EDENA-AS 1.0 — governing software that can act
The normative standard for AI agents: register and tier every capability, classify and gate every consequential action, keep a named human accountable, contain before scale, and make the decision path auditable.
EDENA-AS is the safety-and-ethics authority governing every NAIO build lifecycle. It decides the tier, the required human posture, and the guardrails for an agentic system, while equipping a human steward to make the substantive judgment. The danger EDENA-AS addresses is specific to agency: working software can feel finished even when no one fully understands its permissions, data access, exposure, or blast radius.
Scope & purpose
This standard applies to any AI system that can plan, use tools, manage state, retain memory, coordinate with other agents, or take actions that affect data, systems, people, or the physical world — whether labeled "assistant," "copilot," "workflow," or "autonomous agent."
The purpose of EDENA-AS is to convert lifecycle governance into runtime governance: to ensure that, before an agent acts, its action is classified, bounded, authorized at the correct human level, and recorded. EDENA-AS governs the transition from output to action.
Terms & normative language
The key words MUST, MUST NOT, SHOULD, and MAY are to be interpreted as requirement levels: MUST denotes an absolute requirement for conformance; SHOULD denotes a recommended practice that requires documented justification to omit; MAY denotes an optional practice.
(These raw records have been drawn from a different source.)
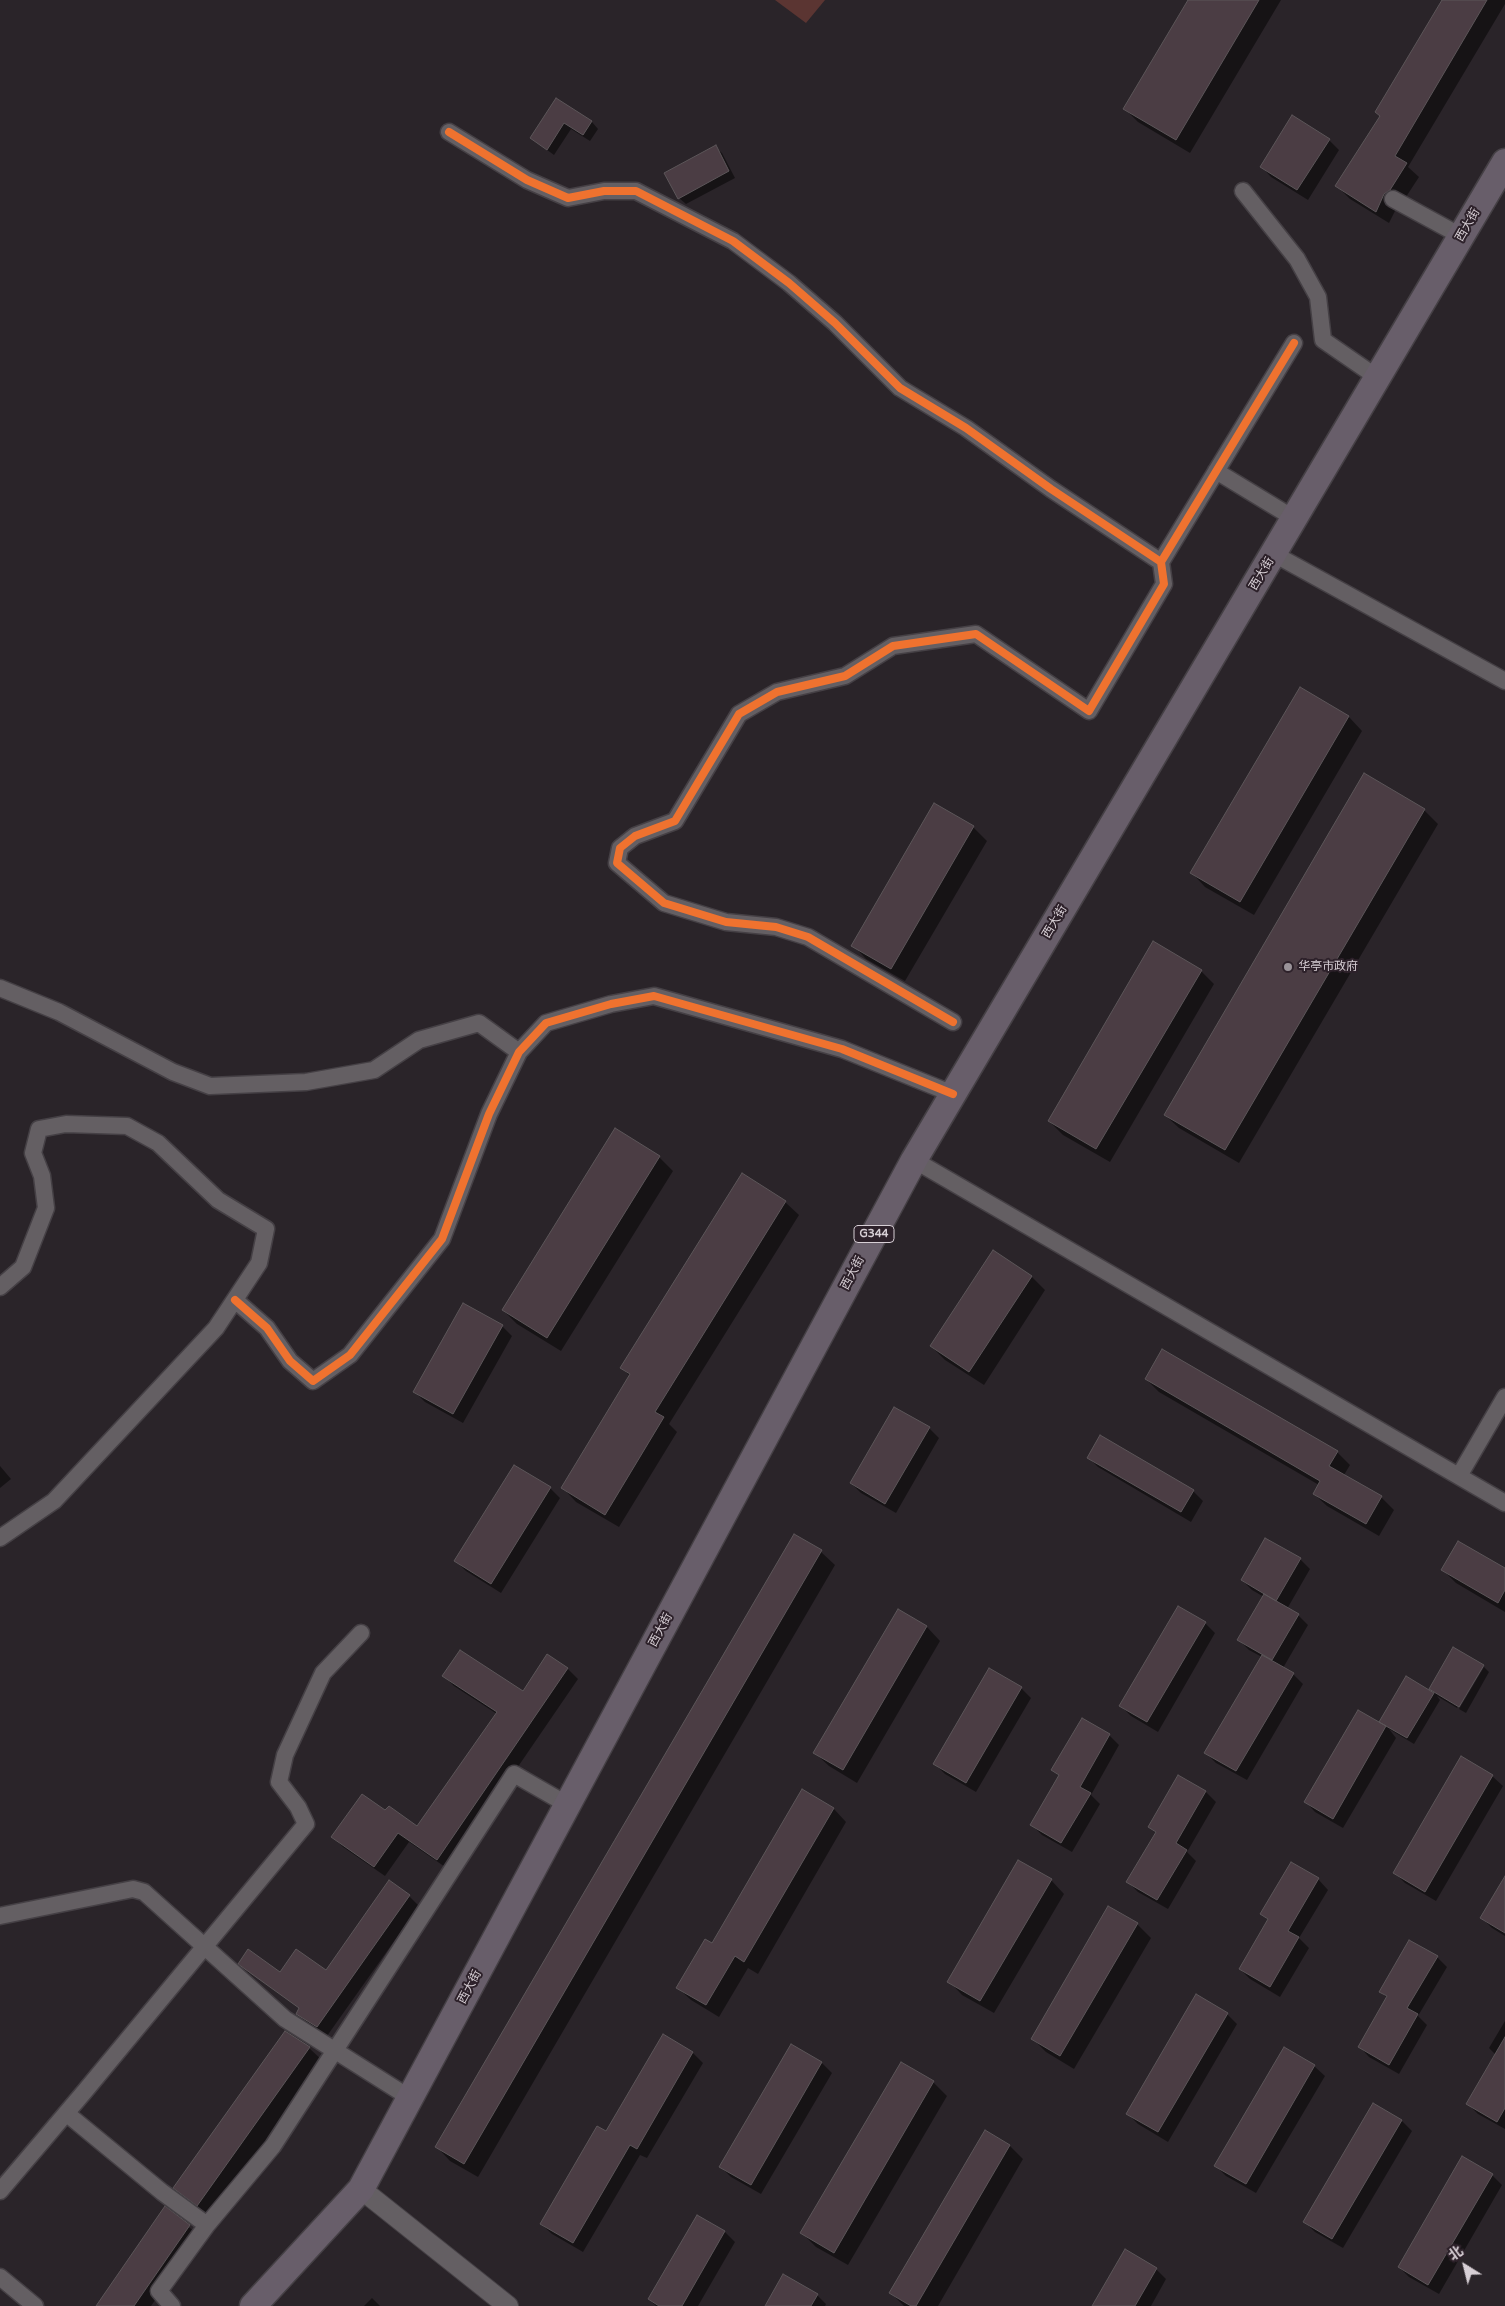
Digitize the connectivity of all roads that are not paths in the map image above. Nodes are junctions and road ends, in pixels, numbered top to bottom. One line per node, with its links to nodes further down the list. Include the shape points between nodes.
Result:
1 (448, 132): 11 (street, via 527,180 568,198 636,191 733,241 789,282 900,388 966,428)
2 (1505, 162): 5 (highway, 西大街 / G344)
3 (1244, 191): 7 (street, via 1297,259 1310,282 1318,298 1323,340)
4 (1393, 198): 5 (street)
5 (1461, 236): 7 (highway, 西大街 / G344)
6 (1294, 343): 8 (street)
7 (1378, 378): 9 (highway, 西大街 / G344)
8 (1216, 471): 9 (street); 11 (street)
9 (1295, 519): 10 (highway, 西大街 / G344)
10 (1274, 554): 12 (street); 16 (highway, 西大街 / G344)
11 (1161, 562): 14 (street, via 1164,584 1089,711 976,634 893,646 845,676 777,692 739,714 675,821 635,836 620,848 617,864 664,903 726,922 776,927 808,937)
12 (1505, 681)
13 (0, 988): 15 (street, via 59,1012 174,1072 210,1086 306,1082 374,1070 419,1040 479,1022)
14 (952, 1022)
15 (519, 1052): 16 (street, via 546,1023 611,1004 654,996 842,1049); 19 (street, via 489,1114 442,1239 350,1355 313,1381 290,1360 267,1328)
16 (953, 1094): 17 (highway, 西大街 / G344)
17 (914, 1160): 21 (street); 25 (highway, 西大街 / G344)
18 (0, 1287): 19 (street, via 23,1267 46,1208 42,1176 33,1153 39,1129 66,1124 127,1126 158,1143 218,1200 266,1229 259,1263)
19 (235, 1300): 23 (street, via 216,1328 54,1501)
20 (1505, 1397): 21 (street)
21 (1460, 1476): 22 (street)
22 (1505, 1503)
23 (0, 1538)
24 (361, 1634): 27 (street, via 323,1673 284,1755 278,1782 298,1807 306,1824)
25 (568, 1804): 28 (street, via 514,1774); 29 (highway, 西大街 / G344)
26 (0, 1916): 27 (street, via 133,1889 144,1892)
27 (203, 1946): 28 (street, via 285,2019); 30 (street)
28 (335, 2051): 29 (street); 33 (street, via 273,2146)
29 (410, 2098): 31 (highway, 西大街 / G344)
30 (66, 2113): 32 (street); 33 (street)
31 (361, 2189): 37 (highway, 西大街 / G344); 38 (street)
32 (0, 2190)
33 (207, 2225): 36 (street, via 158,2291)
34 (0, 2278): 35 (street)
35 (35, 2306)
36 (172, 2306)
37 (253, 2306)
38 (508, 2306)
- Agent — a software system that pursues goals by reasoning, planning, and invoking tools, with some degree of autonomy over the order and selection of steps.
- Action — any operation an agent can perform that changes state outside its own reasoning: a tool call, write, message, transaction, retrieval, or hand-off.
- Blast radius — the set of people, records, systems, and downstream processes an action can affect if it is wrong.
- Reversibility — the cost and feasibility of undoing an action after it executes.
- Named human — an identified, role-appropriate person accountable for authorizing or refusing a gated action.
- Steward — the human (in clinical settings, typically a nurse) responsible for the whole-person, systems-aware environment in which the agent operates.
Capability tiering & registration
Every agent MUST be registered before deployment with a named owner, a declared purpose, an enumerated tool set, a declared data scope, and an assigned capability tier (Green Operational, Yellow Strategic, Orange Transformational, Red Existential).
- There MUST NOT be orphaned agents: no deployed agent without a registered, contactable human owner.
- An agent that gains memory, autonomy, recursive self-direction, or the ability to spawn or coordinate other agents MUST be re-tiered — such capabilities raise the tier to at least Orange.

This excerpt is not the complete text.